### Problem to work on
From the data that follows, copy every line with the string "Martelenberger".

** Information provided follows **

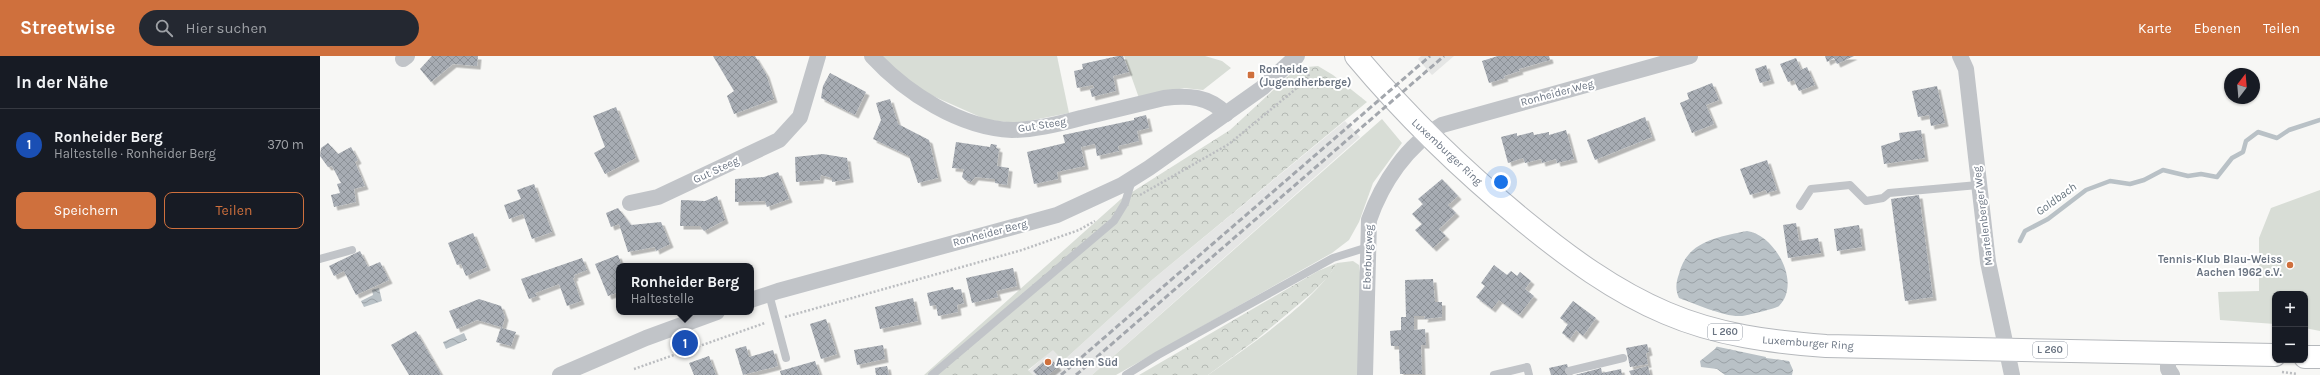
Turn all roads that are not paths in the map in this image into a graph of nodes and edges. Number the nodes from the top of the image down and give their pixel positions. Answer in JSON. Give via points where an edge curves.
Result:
{"nodes":[{"id":1,"x":818,"y":56,"type":"edge"},
{"id":2,"x":872,"y":56,"type":"edge"},
{"id":3,"x":1297,"y":56,"type":"edge"},
{"id":4,"x":1356,"y":56,"type":"edge"},
{"id":5,"x":1690,"y":56,"type":"edge"},
{"id":6,"x":1960,"y":56,"type":"edge"},
{"id":7,"x":1226,"y":114,"type":"junction"},
{"id":8,"x":1426,"y":134,"type":"junction"},
{"id":9,"x":1132,"y":179,"type":"junction"},
{"id":10,"x":1978,"y":185,"type":"junction"},
{"id":11,"x":630,"y":203,"type":"dead end"},
{"id":12,"x":1800,"y":206,"type":"dead end"},
{"id":13,"x":1368,"y":247,"type":"junction"},
{"id":14,"x":352,"y":250,"type":"dead end"},
{"id":15,"x":320,"y":259,"type":"edge"},
{"id":16,"x":769,"y":294,"type":"junction"},
{"id":17,"x":754,"y":299,"type":"edge"},
{"id":18,"x":709,"y":315,"type":"edge"},
{"id":19,"x":2005,"y":350,"type":"junction"},
{"id":20,"x":2168,"y":352,"type":"junction"},
{"id":21,"x":2272,"y":355,"type":"edge"},
{"id":22,"x":2308,"y":356,"type":"edge"},
{"id":23,"x":2320,"y":357,"type":"edge"},
{"id":24,"x":786,"y":358,"type":"dead end"},
{"id":25,"x":1623,"y":358,"type":"dead end"},
{"id":26,"x":1569,"y":371,"type":"dead end"},
{"id":27,"x":560,"y":375,"type":"edge"},
{"id":28,"x":932,"y":375,"type":"edge"},
{"id":29,"x":1126,"y":375,"type":"edge"},
{"id":30,"x":1365,"y":375,"type":"edge"},
{"id":31,"x":1494,"y":375,"type":"edge"},
{"id":32,"x":1529,"y":375,"type":"edge"},
{"id":33,"x":2012,"y":375,"type":"edge"},
{"id":34,"x":2172,"y":375,"type":"edge"}],
"edges":[{"from":1,"to":11,"type":"street","name":"Gut Steeg","via":[[800,117],[779,140],[658,197]]},
{"from":2,"to":7,"type":"street","name":"Gut Steeg","via":[[912,92],[938,108],[992,128],[1013,130],[1048,126],[1164,98],[1183,96],[1195,97],[1218,105]]},
{"from":3,"to":7,"type":"street","name":"Ronheider Berg","via":[[1262,88]]},
{"from":4,"to":8,"type":"main road","name":"Luxemburger Ring","number":"L 260"},
{"from":5,"to":8,"type":"street","name":"Ronheider Weg","via":[[1442,125]]},
{"from":6,"to":10,"type":"street","name":"Martelenberger Weg","via":[[1966,69],[1975,134]]},
{"from":7,"to":9,"type":"street","name":"Ronheider Berg"},
{"from":8,"to":13,"type":"street","name":"Eberburgweg","via":[[1390,177],[1377,197],[1370,220]]},
{"from":8,"to":19,"type":"main road","name":"Luxemburger Ring","number":"L 260","via":[[1493,196],[1567,256],[1631,297],[1667,314],[1708,328],[1768,342],[1826,346]]},
{"from":9,"to":16,"type":"street","name":"Ronheider Berg","via":[[1057,215]]},
{"from":9,"to":28,"type":"lane","via":[[1125,203],[1114,221]]},
{"from":10,"to":12,"type":"lane","via":[[1888,193],[1883,198],[1866,201],[1850,185],[1811,190]]},
{"from":10,"to":19,"type":"street","name":"Martelenberger Weg","via":[[1988,262]]},
{"from":13,"to":29,"type":"lane","via":[[1326,261]]},
{"from":13,"to":30,"type":"street","name":"Eberburgweg"},
{"from":14,"to":15,"type":"lane"},
{"from":16,"to":17,"type":"street","name":"Ronheider Berg"},
{"from":16,"to":24,"type":"lane"},
{"from":18,"to":27,"type":"street","via":[[646,338]]},
{"from":19,"to":20,"type":"main road","name":"Luxemburger Ring","number":"L 260"},
{"from":19,"to":33,"type":"street","name":"Martelenberger Weg"},
{"from":20,"to":21,"type":"main road","name":"Luxemburger Ring","number":"L 260"},
{"from":20,"to":34,"type":"street","via":[[2168,369]]},
{"from":22,"to":23,"type":"main road"},
{"from":25,"to":26,"type":"lane"},
{"from":31,"to":32,"type":"lane","via":[[1528,367]]}]}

** End of Information provided **

### Exercise response
{"from":6,"to":10,"type":"street","name":"Martelenberger Weg","via":[[1966,69],[1975,134]]},
{"from":10,"to":19,"type":"street","name":"Martelenberger Weg","via":[[1988,262]]},
{"from":19,"to":33,"type":"street","name":"Martelenberger Weg"},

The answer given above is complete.